_Exercise details_
Return the data exactly, without pictures.

_Data_

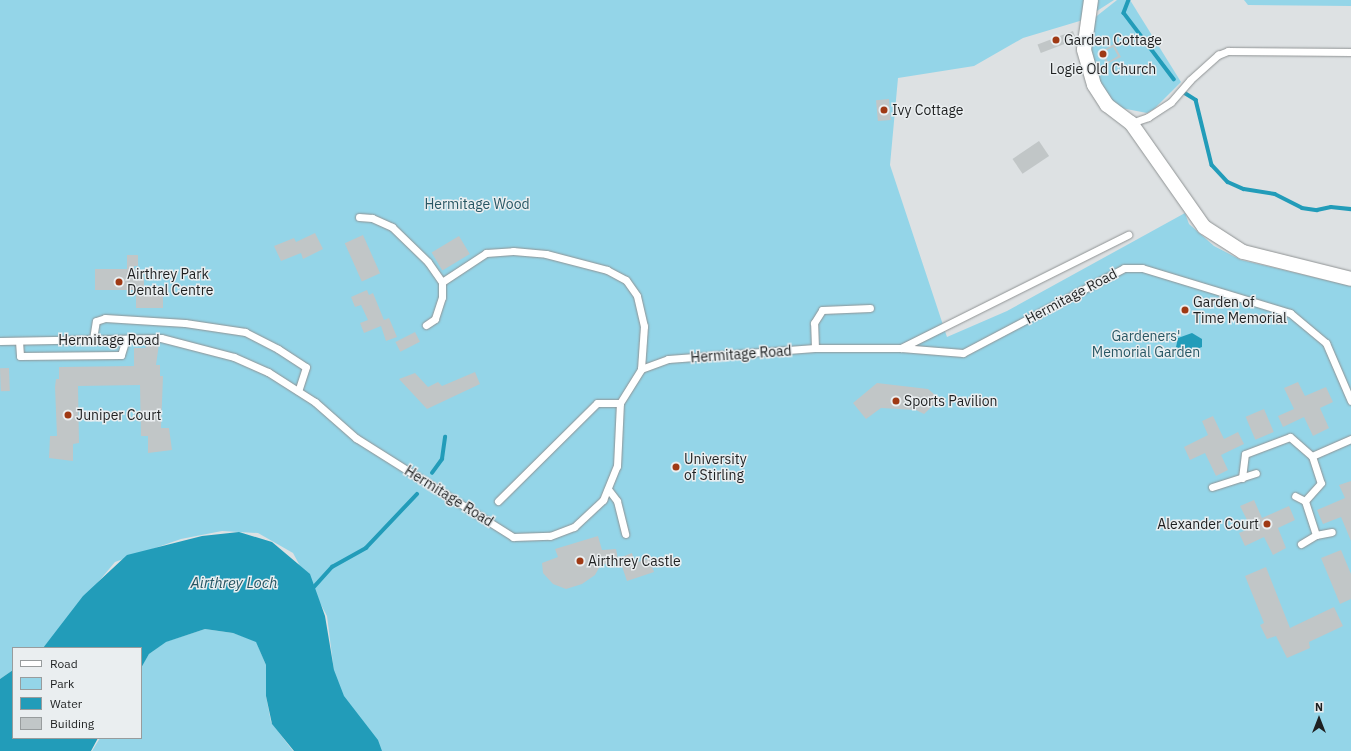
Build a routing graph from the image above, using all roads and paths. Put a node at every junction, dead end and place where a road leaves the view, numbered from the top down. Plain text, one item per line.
1 (1091, 0) edge
2 (1351, 52) edge
3 (1131, 123) junction
4 (359, 217) dead end
5 (1128, 235) dead end
6 (1351, 279) edge
7 (442, 282) junction
8 (870, 308) dead end
9 (426, 325) dead end
10 (93, 339) junction
11 (126, 339) junction
12 (0, 341) edge
13 (19, 341) junction
14 (814, 348) junction
15 (901, 348) junction
16 (641, 369) junction
17 (298, 391) junction
18 (1351, 401) edge
19 (620, 403) junction
20 (1351, 439) edge
21 (1312, 456) junction
22 (1256, 473) dead end
23 (1242, 478) junction
24 (1212, 487) dead end
25 (608, 489) junction
26 (1295, 496) dead end
27 (498, 501) dead end
28 (1305, 501) junction
29 (1332, 532) dead end
30 (625, 534) dead end
31 (1316, 535) junction
32 (1301, 544) dead end

1 - 3 street
2 - 3 lane
3 - 6 street
4 - 7 lane
5 - 15 lane
7 - 9 lane
7 - 16 lane
8 - 14 lane
10 - 11 lane, Hermitage Road
10 - 13 lane, Hermitage Road
10 - 17 lane
11 - 13 lane
11 - 17 lane, Hermitage Road
12 - 13 lane, Hermitage Road
14 - 15 lane, Hermitage Road
14 - 16 lane, Hermitage Road
15 - 18 lane, Hermitage Road
16 - 19 lane, Hermitage Road
17 - 25 lane, Hermitage Road
19 - 25 lane, Hermitage Road
19 - 27 lane
20 - 21 lane
21 - 23 lane
21 - 28 lane
22 - 23 lane
23 - 24 lane
25 - 30 lane
26 - 28 lane
28 - 31 lane
29 - 31 lane
31 - 32 lane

_Exercise output_
Build a routing graph from the image above, using all roads and paths. Put a node at every junction, dead end and place where a road leaves the view, numbered from the top down. Plain text, one item per line.
1 (1091, 0) edge
2 (1351, 52) edge
3 (1131, 123) junction
4 (359, 217) dead end
5 (1128, 235) dead end
6 (1351, 279) edge
7 (442, 282) junction
8 (870, 308) dead end
9 (426, 325) dead end
10 (93, 339) junction
11 (126, 339) junction
12 (0, 341) edge
13 (19, 341) junction
14 (814, 348) junction
15 (901, 348) junction
16 (641, 369) junction
17 (298, 391) junction
18 (1351, 401) edge
19 (620, 403) junction
20 (1351, 439) edge
21 (1312, 456) junction
22 (1256, 473) dead end
23 (1242, 478) junction
24 (1212, 487) dead end
25 (608, 489) junction
26 (1295, 496) dead end
27 (498, 501) dead end
28 (1305, 501) junction
29 (1332, 532) dead end
30 (625, 534) dead end
31 (1316, 535) junction
32 (1301, 544) dead end

1 - 3 street
2 - 3 lane
3 - 6 street
4 - 7 lane
5 - 15 lane
7 - 9 lane
7 - 16 lane
8 - 14 lane
10 - 11 lane, Hermitage Road
10 - 13 lane, Hermitage Road
10 - 17 lane
11 - 13 lane
11 - 17 lane, Hermitage Road
12 - 13 lane, Hermitage Road
14 - 15 lane, Hermitage Road
14 - 16 lane, Hermitage Road
15 - 18 lane, Hermitage Road
16 - 19 lane, Hermitage Road
17 - 25 lane, Hermitage Road
19 - 25 lane, Hermitage Road
19 - 27 lane
20 - 21 lane
21 - 23 lane
21 - 28 lane
22 - 23 lane
23 - 24 lane
25 - 30 lane
26 - 28 lane
28 - 31 lane
29 - 31 lane
31 - 32 lane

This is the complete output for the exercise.